> DIRECTIONS
Beneath this task are records; count the lines among them that contain the word "Costanera" and answer with the number only.

[SUPPLIED ENTRIES — start]

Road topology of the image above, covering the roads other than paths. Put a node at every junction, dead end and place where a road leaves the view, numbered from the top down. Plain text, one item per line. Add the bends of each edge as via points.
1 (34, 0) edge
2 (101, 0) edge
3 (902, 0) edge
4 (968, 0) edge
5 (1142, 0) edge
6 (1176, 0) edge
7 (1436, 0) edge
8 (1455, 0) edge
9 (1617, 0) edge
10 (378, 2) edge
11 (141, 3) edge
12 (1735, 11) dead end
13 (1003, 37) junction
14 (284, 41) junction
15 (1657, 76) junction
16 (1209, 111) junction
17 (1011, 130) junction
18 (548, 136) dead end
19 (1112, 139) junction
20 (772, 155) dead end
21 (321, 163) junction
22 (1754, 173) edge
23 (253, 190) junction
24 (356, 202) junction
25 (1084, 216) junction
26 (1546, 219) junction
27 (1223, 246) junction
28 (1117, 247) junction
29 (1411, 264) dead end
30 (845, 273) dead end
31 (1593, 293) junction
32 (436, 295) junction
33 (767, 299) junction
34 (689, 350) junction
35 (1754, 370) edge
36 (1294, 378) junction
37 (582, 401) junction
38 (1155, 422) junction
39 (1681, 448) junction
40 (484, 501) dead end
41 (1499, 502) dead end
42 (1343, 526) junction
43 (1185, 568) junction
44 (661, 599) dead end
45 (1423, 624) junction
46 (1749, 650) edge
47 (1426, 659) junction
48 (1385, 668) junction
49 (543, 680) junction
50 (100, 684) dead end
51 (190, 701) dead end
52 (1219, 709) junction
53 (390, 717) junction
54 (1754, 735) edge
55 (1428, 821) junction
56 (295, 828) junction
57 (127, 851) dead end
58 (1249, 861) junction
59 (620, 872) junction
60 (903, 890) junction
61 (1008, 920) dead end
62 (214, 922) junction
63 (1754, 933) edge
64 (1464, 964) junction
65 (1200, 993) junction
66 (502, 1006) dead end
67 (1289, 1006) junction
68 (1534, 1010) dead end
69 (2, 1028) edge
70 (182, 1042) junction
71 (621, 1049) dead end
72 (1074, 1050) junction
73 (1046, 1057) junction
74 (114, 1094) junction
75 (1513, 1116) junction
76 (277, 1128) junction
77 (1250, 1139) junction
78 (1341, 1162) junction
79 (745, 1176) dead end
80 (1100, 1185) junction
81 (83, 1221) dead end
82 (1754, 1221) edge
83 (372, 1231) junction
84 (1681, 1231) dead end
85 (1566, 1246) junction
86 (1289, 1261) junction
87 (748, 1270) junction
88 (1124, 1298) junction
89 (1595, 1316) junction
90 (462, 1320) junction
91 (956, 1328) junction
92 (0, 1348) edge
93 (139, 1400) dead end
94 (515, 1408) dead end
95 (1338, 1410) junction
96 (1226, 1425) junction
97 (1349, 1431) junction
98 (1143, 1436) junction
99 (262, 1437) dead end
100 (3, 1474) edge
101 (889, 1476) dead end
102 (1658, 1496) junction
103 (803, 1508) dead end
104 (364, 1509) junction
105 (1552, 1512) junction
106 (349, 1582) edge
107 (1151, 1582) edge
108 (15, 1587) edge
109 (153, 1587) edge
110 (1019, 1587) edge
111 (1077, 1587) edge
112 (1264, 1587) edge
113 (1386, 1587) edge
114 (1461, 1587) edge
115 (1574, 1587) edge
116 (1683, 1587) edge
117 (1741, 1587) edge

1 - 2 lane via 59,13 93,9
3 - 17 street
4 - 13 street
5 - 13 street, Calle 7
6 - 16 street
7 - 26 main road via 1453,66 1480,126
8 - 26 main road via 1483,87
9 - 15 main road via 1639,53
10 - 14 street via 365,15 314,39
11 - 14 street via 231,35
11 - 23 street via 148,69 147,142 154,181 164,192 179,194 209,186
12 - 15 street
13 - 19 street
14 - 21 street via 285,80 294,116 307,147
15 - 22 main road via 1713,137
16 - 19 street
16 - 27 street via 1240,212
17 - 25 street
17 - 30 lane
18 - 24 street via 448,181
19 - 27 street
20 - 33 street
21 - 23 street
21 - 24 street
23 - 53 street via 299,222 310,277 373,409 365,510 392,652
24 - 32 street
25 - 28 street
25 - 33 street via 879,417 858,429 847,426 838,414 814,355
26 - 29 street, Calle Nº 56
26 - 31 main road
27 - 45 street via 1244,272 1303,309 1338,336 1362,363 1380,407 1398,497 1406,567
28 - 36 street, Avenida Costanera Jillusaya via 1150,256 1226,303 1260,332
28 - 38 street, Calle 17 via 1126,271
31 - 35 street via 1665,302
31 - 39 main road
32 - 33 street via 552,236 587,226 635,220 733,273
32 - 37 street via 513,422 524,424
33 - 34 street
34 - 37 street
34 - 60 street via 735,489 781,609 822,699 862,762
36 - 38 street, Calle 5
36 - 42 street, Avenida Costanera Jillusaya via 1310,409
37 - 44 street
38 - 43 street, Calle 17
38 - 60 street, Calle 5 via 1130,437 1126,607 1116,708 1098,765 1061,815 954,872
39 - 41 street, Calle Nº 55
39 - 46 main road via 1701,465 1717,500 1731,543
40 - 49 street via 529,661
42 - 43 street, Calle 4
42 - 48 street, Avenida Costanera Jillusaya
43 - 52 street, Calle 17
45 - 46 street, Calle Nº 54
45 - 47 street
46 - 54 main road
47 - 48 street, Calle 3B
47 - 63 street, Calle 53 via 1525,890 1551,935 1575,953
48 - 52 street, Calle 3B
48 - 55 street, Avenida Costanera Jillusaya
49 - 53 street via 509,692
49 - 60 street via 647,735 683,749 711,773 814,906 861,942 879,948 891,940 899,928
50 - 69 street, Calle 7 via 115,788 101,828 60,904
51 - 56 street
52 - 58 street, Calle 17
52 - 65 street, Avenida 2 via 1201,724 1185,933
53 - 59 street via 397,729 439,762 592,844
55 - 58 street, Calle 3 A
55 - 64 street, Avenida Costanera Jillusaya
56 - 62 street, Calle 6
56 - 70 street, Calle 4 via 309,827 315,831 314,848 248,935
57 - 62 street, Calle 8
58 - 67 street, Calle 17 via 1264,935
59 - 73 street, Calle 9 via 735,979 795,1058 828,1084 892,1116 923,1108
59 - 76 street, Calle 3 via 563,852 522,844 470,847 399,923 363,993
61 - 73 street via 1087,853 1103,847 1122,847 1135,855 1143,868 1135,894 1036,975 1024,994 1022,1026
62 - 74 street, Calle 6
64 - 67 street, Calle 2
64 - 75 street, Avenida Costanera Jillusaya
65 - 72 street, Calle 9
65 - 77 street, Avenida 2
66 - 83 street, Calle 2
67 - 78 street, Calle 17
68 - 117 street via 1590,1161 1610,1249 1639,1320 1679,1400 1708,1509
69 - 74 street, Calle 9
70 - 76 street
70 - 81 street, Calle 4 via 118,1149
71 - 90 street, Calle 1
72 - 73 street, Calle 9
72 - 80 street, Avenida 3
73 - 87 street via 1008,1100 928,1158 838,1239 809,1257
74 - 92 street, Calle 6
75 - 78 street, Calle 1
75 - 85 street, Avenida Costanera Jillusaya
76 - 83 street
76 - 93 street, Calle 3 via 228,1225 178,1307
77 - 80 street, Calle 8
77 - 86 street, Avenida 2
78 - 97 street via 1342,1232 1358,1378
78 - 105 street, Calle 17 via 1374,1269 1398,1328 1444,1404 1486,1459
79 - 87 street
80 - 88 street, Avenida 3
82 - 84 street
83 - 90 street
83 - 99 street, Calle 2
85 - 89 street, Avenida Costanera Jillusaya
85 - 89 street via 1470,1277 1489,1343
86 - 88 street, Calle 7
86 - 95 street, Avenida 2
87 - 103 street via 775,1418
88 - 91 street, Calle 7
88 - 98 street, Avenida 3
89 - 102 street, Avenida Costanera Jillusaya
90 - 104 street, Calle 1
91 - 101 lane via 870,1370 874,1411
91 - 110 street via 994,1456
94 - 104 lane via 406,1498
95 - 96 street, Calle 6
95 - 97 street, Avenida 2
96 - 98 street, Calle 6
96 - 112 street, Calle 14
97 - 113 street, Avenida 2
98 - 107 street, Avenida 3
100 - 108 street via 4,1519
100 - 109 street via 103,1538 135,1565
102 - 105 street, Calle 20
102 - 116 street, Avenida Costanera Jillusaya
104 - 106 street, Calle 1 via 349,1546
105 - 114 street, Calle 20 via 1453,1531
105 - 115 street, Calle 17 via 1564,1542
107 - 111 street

[SUPPLIED ENTRIES — finish]

> SOLUTION FOR THIS TASK
10